Stored data:
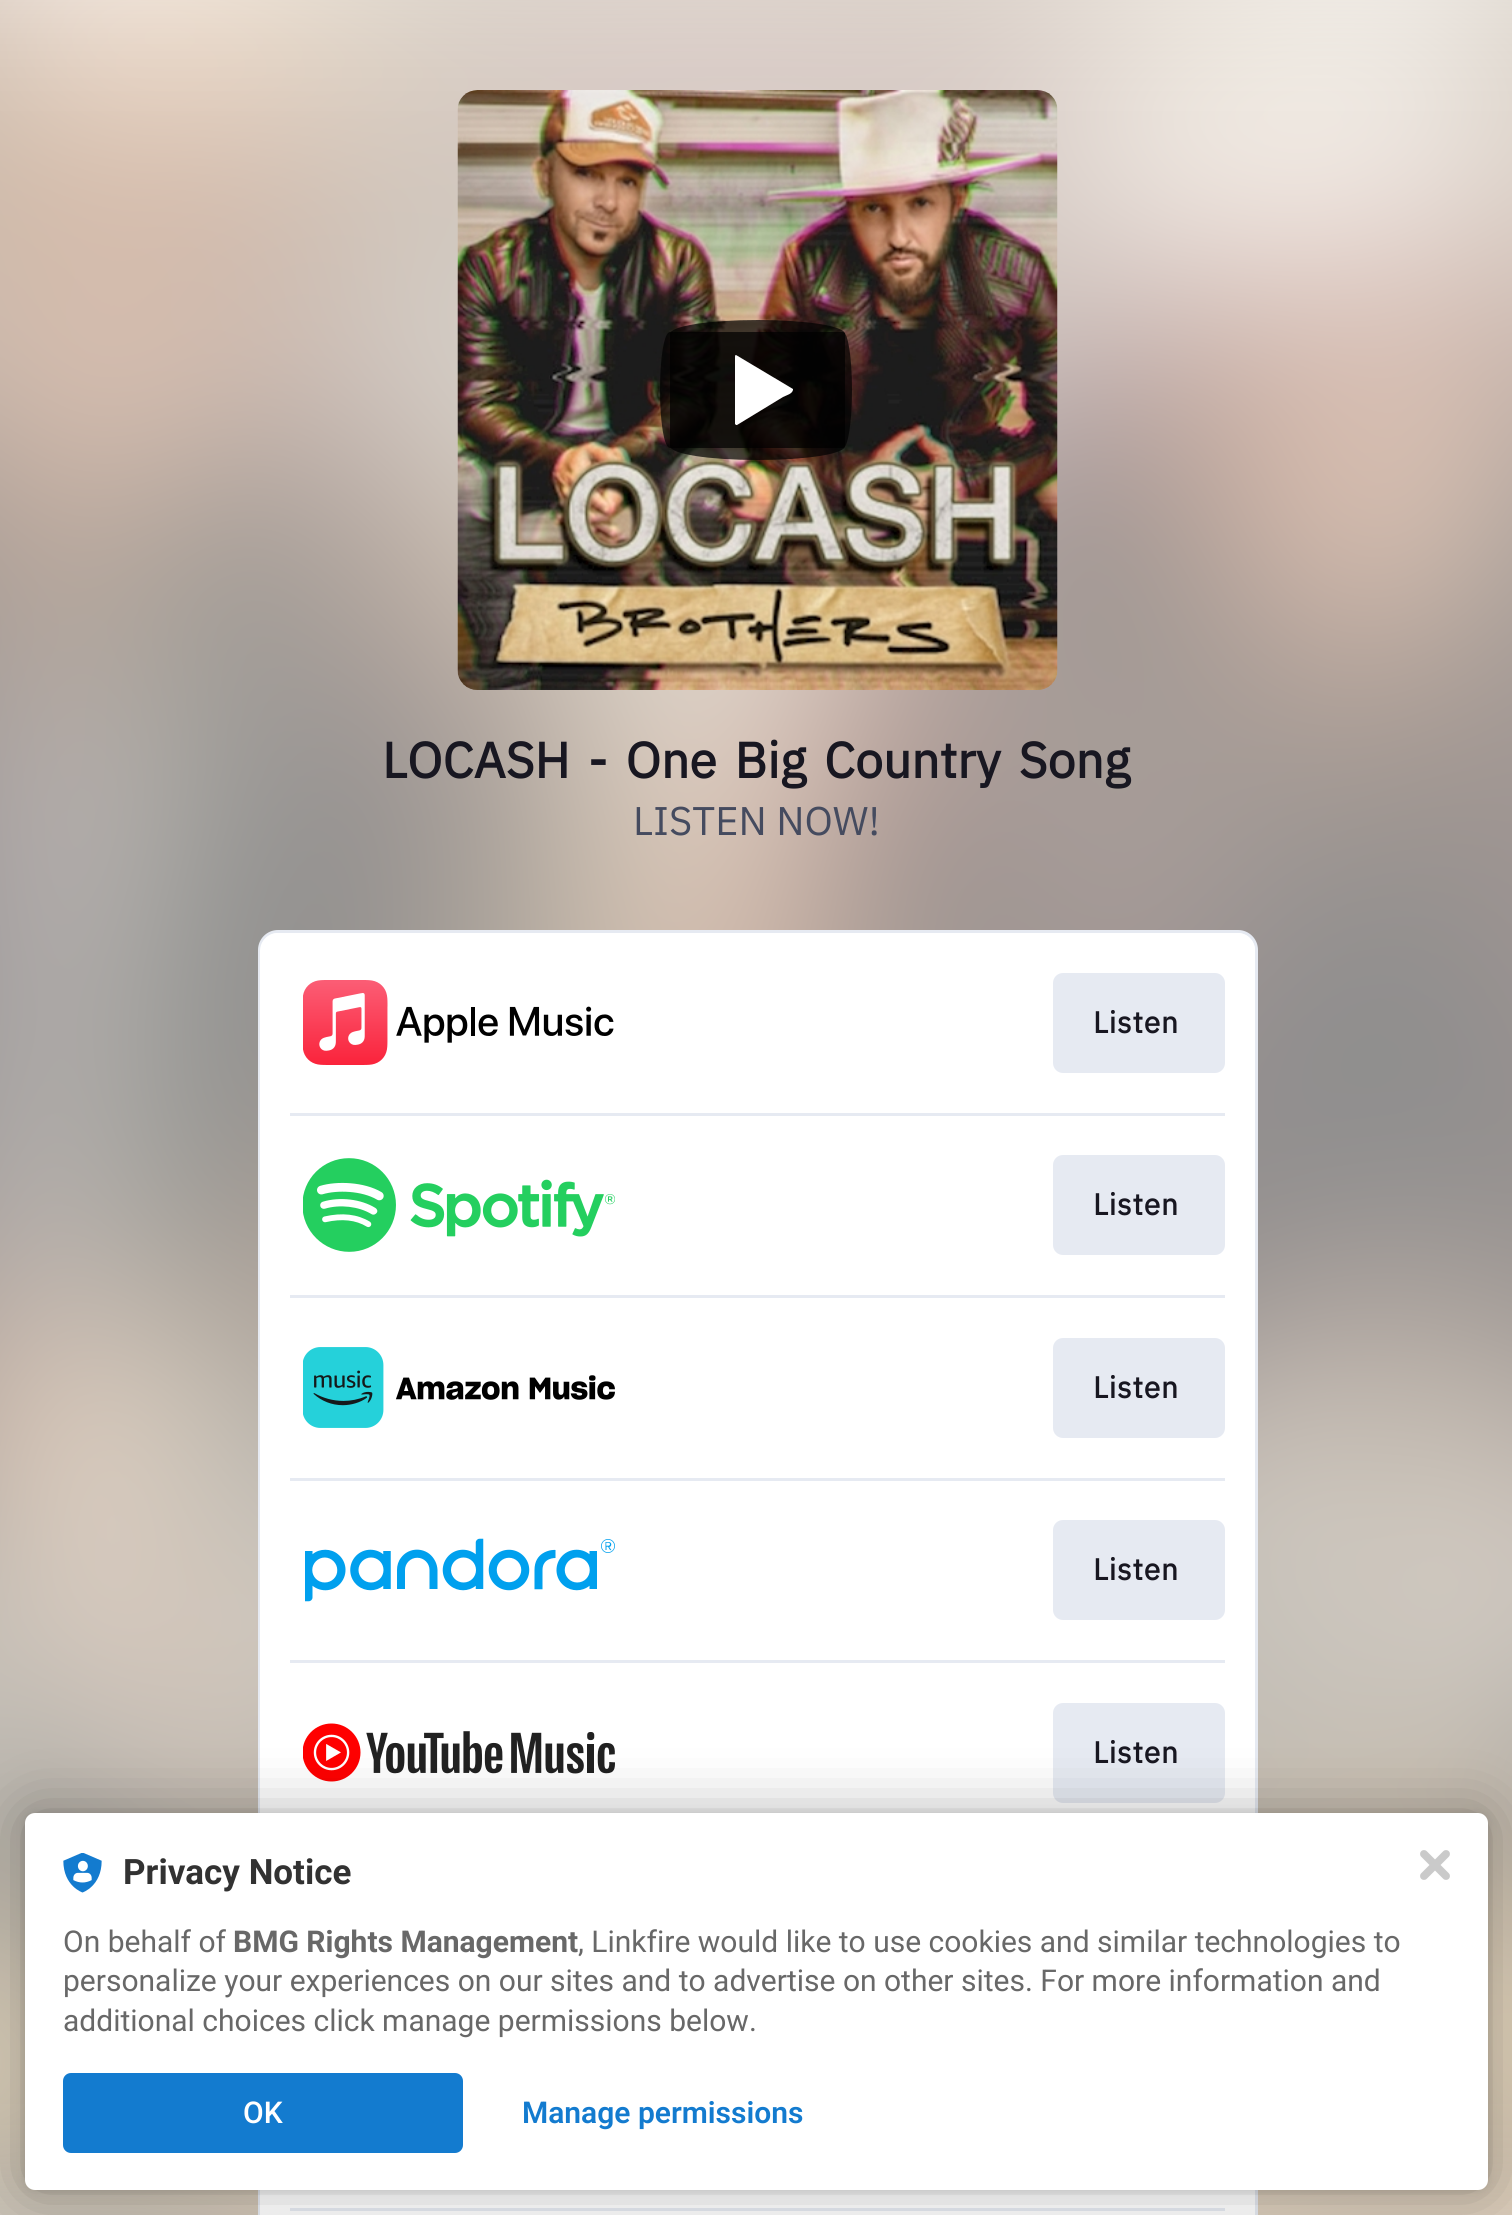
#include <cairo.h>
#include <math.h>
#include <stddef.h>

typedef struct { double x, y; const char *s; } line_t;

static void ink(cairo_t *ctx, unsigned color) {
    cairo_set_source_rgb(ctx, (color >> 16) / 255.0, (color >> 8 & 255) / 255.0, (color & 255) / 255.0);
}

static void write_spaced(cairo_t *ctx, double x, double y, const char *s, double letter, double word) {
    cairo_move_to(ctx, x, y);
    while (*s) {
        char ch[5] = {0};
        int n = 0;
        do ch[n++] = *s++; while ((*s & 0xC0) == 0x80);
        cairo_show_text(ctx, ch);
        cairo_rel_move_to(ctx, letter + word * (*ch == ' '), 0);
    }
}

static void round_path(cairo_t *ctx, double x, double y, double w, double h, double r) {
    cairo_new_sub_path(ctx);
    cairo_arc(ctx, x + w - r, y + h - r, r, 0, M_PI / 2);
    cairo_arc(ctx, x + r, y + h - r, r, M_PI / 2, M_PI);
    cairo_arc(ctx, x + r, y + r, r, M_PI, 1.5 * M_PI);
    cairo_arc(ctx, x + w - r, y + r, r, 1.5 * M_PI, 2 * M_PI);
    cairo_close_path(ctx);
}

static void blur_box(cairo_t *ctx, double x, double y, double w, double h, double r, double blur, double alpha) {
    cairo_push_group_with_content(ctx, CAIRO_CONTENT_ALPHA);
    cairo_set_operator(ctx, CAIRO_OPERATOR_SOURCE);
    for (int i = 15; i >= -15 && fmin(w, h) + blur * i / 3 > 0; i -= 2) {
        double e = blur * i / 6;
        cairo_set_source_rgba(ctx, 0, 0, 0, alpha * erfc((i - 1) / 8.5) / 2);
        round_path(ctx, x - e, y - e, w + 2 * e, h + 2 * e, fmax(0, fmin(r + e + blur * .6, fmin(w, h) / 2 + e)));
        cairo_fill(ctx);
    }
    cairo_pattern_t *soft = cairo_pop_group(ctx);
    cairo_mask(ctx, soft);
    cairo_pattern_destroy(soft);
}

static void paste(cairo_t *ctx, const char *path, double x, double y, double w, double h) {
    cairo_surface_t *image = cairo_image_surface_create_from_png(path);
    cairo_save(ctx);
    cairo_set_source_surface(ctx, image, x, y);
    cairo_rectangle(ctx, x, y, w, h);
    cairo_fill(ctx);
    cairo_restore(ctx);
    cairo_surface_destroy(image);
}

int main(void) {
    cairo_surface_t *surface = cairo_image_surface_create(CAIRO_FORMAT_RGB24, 1512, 2215);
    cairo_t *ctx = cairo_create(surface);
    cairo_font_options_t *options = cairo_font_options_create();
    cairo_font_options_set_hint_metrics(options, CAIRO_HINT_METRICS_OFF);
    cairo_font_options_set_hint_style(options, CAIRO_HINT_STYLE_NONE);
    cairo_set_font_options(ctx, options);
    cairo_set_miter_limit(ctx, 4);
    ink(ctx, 0xFFFFFF);
    cairo_paint(ctx);
    paste(ctx, "media/1.png", 0, 0, 1512, 2215);
    paste(ctx, "media/2.png", 457, 90, 601, 600);
    cairo_set_source_rgba(ctx, 0, 0, 0, 0.7);
    cairo_new_path(ctx);
    cairo_move_to(ctx, 758, 320);
    cairo_curve_to(ctx, 806, 320, 845, 326, 845, 334);
    cairo_line_to(ctx, 845, 446);
    cairo_curve_to(ctx, 845, 454, 806, 460, 758, 460);
    cairo_curve_to(ctx, 709, 460, 670, 454, 670, 446);
    cairo_line_to(ctx, 670, 334);
    cairo_curve_to(ctx, 670, 326, 709, 320, 758, 320);
    cairo_close_path(ctx);
    cairo_fill(ctx);
    cairo_new_path(ctx);
    cairo_move_to(ctx, 670, 332);
    cairo_line_to(ctx, 843, 332);
    cairo_curve_to(ctx, 848, 332, 852, 358, 852, 390);
    cairo_curve_to(ctx, 852, 422, 848, 448, 843, 448);
    cairo_line_to(ctx, 670, 448);
    cairo_curve_to(ctx, 664, 448, 660, 422, 660, 390);
    cairo_curve_to(ctx, 660, 358, 664, 332, 670, 332);
    cairo_close_path(ctx);
    cairo_fill(ctx);
    ink(ctx, 0xFFFFFF);
    cairo_new_path(ctx);
    cairo_move_to(ctx, 793, 389);
    cairo_line_to(ctx, 736, 355);
    cairo_curve_to(ctx, 735, 355, 735, 356, 735, 357);
    cairo_line_to(ctx, 735, 424);
    cairo_line_to(ctx, 736, 425);
    cairo_line_to(ctx, 737, 425);
    cairo_line_to(ctx, 783, 397);
    cairo_curve_to(ctx, 787, 395, 792, 394, 793, 390);
    cairo_close_path(ctx);
    cairo_fill(ctx);
    cairo_select_font_face(ctx, "IBM Plex Sans", CAIRO_FONT_SLANT_NORMAL, CAIRO_FONT_WEIGHT_BOLD);
    cairo_set_font_size(ctx, 50);
    ink(ctx, 0x181721);
    write_spaced(ctx, 382, 778, "LOCASH - One Big Country Song", 0, 6);
    cairo_select_font_face(ctx, "IBM Plex Sans", CAIRO_FONT_SLANT_NORMAL, CAIRO_FONT_WEIGHT_NORMAL);
    cairo_set_font_size(ctx, 40);
    ink(ctx, 0x454B5F);
    cairo_move_to(ctx, 633, 835);
    cairo_show_text(ctx, "LISTEN NOW!");
    ink(ctx, 0xFFFFFF);
    round_path(ctx, 259.5, 931.5, 997, 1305, 18.5);
    cairo_fill_preserve(ctx);
    ink(ctx, 0xE6EAF2);
    cairo_set_line_width(ctx, 3);
    cairo_stroke(ctx);
    ink(ctx, 0xFFFFFF);
    round_path(ctx, 260, 933, 995, 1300, 18);
    cairo_fill(ctx);
    paste(ctx, "media/3.png", 303, 980, 311, 85);
    ink(ctx, 0xE6EAF2);
    round_path(ctx, 1053, 973, 172, 100, 10);
    cairo_fill(ctx);
    cairo_select_font_face(ctx, "IBM Plex Sans", CAIRO_FONT_SLANT_NORMAL, CAIRO_FONT_WEIGHT_BOLD);
    cairo_set_font_size(ctx, 30);
    ink(ctx, 0x181721);
    write_spaced(ctx, 1093, 1033, "Listen", 0.75, 0);
    ink(ctx, 0xE6EAF2);
    cairo_rectangle(ctx, 290, 1113, 935, 3);
    cairo_fill(ctx);
    paste(ctx, "media/4.png", 303, 1158, 312, 94);
    round_path(ctx, 1053, 1155, 172, 100, 10);
    cairo_fill(ctx);
    ink(ctx, 0x181721);
    write_spaced(ctx, 1093, 1215, "Listen", 0.75, 0);
    ink(ctx, 0xE6EAF2);
    cairo_rectangle(ctx, 290, 1295, 935, 3);
    cairo_fill(ctx);
    paste(ctx, "media/5.png", 303, 1347, 312, 81);
    round_path(ctx, 1053, 1338, 172, 100, 10);
    cairo_fill(ctx);
    ink(ctx, 0x181721);
    write_spaced(ctx, 1093, 1398, "Listen", 0.75, 0);
    ink(ctx, 0xE6EAF2);
    cairo_rectangle(ctx, 290, 1478, 935, 3);
    cairo_fill(ctx);
    paste(ctx, "media/6.png", 305, 1538, 310, 64);
    round_path(ctx, 1053, 1520, 172, 100, 10);
    cairo_fill(ctx);
    ink(ctx, 0x181721);
    write_spaced(ctx, 1093, 1580, "Listen", 0.75, 0);
    ink(ctx, 0xE6EAF2);
    cairo_rectangle(ctx, 290, 1660, 935, 3);
    cairo_fill(ctx);
    paste(ctx, "media/7.png", 303, 1723, 312, 59);
    round_path(ctx, 1053, 1703, 172, 100, 10);
    cairo_fill(ctx);
    ink(ctx, 0x181721);
    write_spaced(ctx, 1093, 1763, "Listen", 0.75, 0);
    ink(ctx, 0xE6EAF2);
    cairo_rectangle(ctx, 290, 2208, 935, 3);
    cairo_fill(ctx);
    ink(ctx, 0x000000);
    blur_box(ctx, 25, 1813, 1463, 377, 10, 5, 0.12);
    blur_box(ctx, 25, 1813, 1463, 377, 10, 30, 0.3);
    ink(ctx, 0xFFFFFF);
    round_path(ctx, 25, 1813, 1463, 377, 10);
    cairo_fill(ctx);
    paste(ctx, "media/8.png", 63, 1853, 39, 40);
    cairo_select_font_face(ctx, "Roboto", CAIRO_FONT_SLANT_NORMAL, CAIRO_FONT_WEIGHT_BOLD);
    cairo_set_font_size(ctx, 35);
    ink(ctx, 0x323232);
    cairo_move_to(ctx, 123, 1884);
    cairo_show_text(ctx, "Privacy Notice");
    cairo_select_font_face(ctx, "Roboto", CAIRO_FONT_SLANT_NORMAL, CAIRO_FONT_WEIGHT_NORMAL);
    cairo_set_font_size(ctx, 30);
    ink(ctx, 0x686868);
    cairo_move_to(ctx, 63, 1952);
    cairo_show_text(ctx, "On behalf of");
    cairo_select_font_face(ctx, "Roboto", CAIRO_FONT_SLANT_NORMAL, CAIRO_FONT_WEIGHT_BOLD);
    cairo_move_to(ctx, 233, 1952);
    cairo_show_text(ctx, "BMG Rights Management");
    cairo_select_font_face(ctx, "Roboto", CAIRO_FONT_SLANT_NORMAL, CAIRO_FONT_WEIGHT_NORMAL);
    {
        static const line_t items[] = {
            {578, 1952, ", Linkfire would like to use cookies and similar technologies to"},
            {63, 1991, "personalize your experiences on our sites and to advertise on other sites. For more information and"},
            {63, 2031, "additional choices click manage permissions below."},
        };
        for (size_t i = 0; i < sizeof items / sizeof *items; i++) {
            cairo_move_to(ctx, items[i].x, items[i].y);
            cairo_show_text(ctx, items[i].s);
        }
    }
    ink(ctx, 0x137BCF);
    round_path(ctx, 63, 2073, 400, 80, 8);
    cairo_fill(ctx);
    cairo_select_font_face(ctx, "Roboto Medium", CAIRO_FONT_SLANT_NORMAL, CAIRO_FONT_WEIGHT_NORMAL);
    ink(ctx, 0xFFFFFF);
    cairo_move_to(ctx, 243, 2123);
    cairo_show_text(ctx, "OK");
    cairo_select_font_face(ctx, "Roboto SemiBold", CAIRO_FONT_SLANT_NORMAL, CAIRO_FONT_WEIGHT_NORMAL);
    ink(ctx, 0x137BCF);
    cairo_move_to(ctx, 522, 2123);
    cairo_show_text(ctx, "Manage permissions");
    paste(ctx, "media/9.png", 1420, 1850, 30, 30);
    cairo_surface_write_to_png(surface, "image.png");
    cairo_font_options_destroy(options);
    cairo_destroy(ctx);
    cairo_surface_destroy(surface);
    return 0;
}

### Try it:
Keeping every character as it is, restate the lines above that run from the line with "static void round_path(cairo_t" through the line with "cairo_mask(ctx, soft);", both included, and nothing else.

### Written response:
static void round_path(cairo_t *ctx, double x, double y, double w, double h, double r) {
    cairo_new_sub_path(ctx);
    cairo_arc(ctx, x + w - r, y + h - r, r, 0, M_PI / 2);
    cairo_arc(ctx, x + r, y + h - r, r, M_PI / 2, M_PI);
    cairo_arc(ctx, x + r, y + r, r, M_PI, 1.5 * M_PI);
    cairo_arc(ctx, x + w - r, y + r, r, 1.5 * M_PI, 2 * M_PI);
    cairo_close_path(ctx);
}

static void blur_box(cairo_t *ctx, double x, double y, double w, double h, double r, double blur, double alpha) {
    cairo_push_group_with_content(ctx, CAIRO_CONTENT_ALPHA);
    cairo_set_operator(ctx, CAIRO_OPERATOR_SOURCE);
    for (int i = 15; i >= -15 && fmin(w, h) + blur * i / 3 > 0; i -= 2) {
        double e = blur * i / 6;
        cairo_set_source_rgba(ctx, 0, 0, 0, alpha * erfc((i - 1) / 8.5) / 2);
        round_path(ctx, x - e, y - e, w + 2 * e, h + 2 * e, fmax(0, fmin(r + e + blur * .6, fmin(w, h) / 2 + e)));
        cairo_fill(ctx);
    }
    cairo_pattern_t *soft = cairo_pop_group(ctx);
    cairo_mask(ctx, soft);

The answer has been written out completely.